Problem to work on: Each line in the records that mentions the word "Kisumu" needs to be listed.

[Collected data entries]
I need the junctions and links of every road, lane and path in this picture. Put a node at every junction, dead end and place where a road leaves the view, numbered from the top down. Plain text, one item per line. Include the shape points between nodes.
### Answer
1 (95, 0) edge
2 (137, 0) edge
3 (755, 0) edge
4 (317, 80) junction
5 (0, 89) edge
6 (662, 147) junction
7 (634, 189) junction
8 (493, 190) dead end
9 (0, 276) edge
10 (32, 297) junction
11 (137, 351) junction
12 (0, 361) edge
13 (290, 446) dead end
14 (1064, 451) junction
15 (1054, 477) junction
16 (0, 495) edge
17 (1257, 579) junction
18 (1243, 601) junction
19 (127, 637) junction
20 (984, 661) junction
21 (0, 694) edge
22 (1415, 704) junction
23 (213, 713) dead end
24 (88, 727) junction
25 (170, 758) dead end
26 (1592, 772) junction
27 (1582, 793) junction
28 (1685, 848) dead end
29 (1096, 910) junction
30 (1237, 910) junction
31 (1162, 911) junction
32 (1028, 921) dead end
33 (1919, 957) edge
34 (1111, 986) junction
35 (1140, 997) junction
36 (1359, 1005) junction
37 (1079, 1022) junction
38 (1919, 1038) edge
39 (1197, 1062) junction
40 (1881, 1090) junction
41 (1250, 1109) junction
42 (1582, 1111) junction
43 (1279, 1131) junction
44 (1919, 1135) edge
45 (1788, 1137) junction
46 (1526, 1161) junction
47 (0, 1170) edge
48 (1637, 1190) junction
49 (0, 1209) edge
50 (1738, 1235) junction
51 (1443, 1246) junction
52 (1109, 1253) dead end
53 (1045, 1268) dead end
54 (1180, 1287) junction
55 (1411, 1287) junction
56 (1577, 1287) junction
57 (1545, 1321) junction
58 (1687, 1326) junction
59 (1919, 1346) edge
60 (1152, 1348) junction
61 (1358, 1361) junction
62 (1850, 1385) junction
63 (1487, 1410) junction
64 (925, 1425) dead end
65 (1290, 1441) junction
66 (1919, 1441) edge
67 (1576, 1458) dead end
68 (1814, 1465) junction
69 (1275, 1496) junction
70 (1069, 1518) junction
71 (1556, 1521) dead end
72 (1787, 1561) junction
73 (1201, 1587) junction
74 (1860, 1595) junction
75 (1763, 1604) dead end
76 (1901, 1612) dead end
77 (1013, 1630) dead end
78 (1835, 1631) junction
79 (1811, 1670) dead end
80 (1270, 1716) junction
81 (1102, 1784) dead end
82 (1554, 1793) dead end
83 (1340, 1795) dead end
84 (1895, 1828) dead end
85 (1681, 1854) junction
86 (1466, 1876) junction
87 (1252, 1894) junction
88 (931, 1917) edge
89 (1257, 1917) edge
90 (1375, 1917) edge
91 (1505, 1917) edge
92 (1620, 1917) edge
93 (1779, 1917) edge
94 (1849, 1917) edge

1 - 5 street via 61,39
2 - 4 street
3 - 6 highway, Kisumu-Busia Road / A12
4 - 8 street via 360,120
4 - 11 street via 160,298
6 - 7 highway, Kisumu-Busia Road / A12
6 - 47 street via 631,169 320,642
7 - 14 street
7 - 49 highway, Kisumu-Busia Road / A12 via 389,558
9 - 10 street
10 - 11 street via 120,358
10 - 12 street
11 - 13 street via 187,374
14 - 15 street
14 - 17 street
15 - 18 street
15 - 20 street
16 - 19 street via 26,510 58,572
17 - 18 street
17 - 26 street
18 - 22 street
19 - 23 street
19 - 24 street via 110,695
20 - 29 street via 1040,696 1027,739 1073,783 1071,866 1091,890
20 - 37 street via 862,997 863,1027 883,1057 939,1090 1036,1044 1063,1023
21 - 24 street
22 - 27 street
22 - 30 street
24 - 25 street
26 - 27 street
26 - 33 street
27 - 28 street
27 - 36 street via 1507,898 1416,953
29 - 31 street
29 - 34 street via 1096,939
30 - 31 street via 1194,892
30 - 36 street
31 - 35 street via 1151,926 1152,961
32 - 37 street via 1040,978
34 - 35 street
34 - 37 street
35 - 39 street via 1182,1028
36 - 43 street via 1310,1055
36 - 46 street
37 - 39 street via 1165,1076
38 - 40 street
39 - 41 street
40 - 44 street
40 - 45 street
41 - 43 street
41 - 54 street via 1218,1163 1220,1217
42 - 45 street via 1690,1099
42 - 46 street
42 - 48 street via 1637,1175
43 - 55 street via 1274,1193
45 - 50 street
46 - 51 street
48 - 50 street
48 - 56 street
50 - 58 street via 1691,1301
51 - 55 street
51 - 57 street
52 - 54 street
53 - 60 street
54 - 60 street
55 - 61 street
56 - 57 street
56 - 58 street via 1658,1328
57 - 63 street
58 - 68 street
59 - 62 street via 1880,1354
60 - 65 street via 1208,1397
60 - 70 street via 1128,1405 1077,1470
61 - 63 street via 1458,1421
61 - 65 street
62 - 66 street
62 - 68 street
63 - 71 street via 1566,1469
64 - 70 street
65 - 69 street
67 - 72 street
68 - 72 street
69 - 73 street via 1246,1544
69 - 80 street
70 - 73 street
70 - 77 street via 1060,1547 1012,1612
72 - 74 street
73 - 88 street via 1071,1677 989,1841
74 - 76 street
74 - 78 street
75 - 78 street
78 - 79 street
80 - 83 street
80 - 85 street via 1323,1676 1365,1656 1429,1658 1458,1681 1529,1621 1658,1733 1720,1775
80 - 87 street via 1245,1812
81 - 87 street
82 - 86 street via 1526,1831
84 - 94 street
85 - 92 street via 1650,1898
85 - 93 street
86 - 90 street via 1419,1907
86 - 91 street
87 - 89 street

Exercise result:
3 - 6 highway, Kisumu-Busia Road / A12
6 - 7 highway, Kisumu-Busia Road / A12
7 - 49 highway, Kisumu-Busia Road / A12 via 389,558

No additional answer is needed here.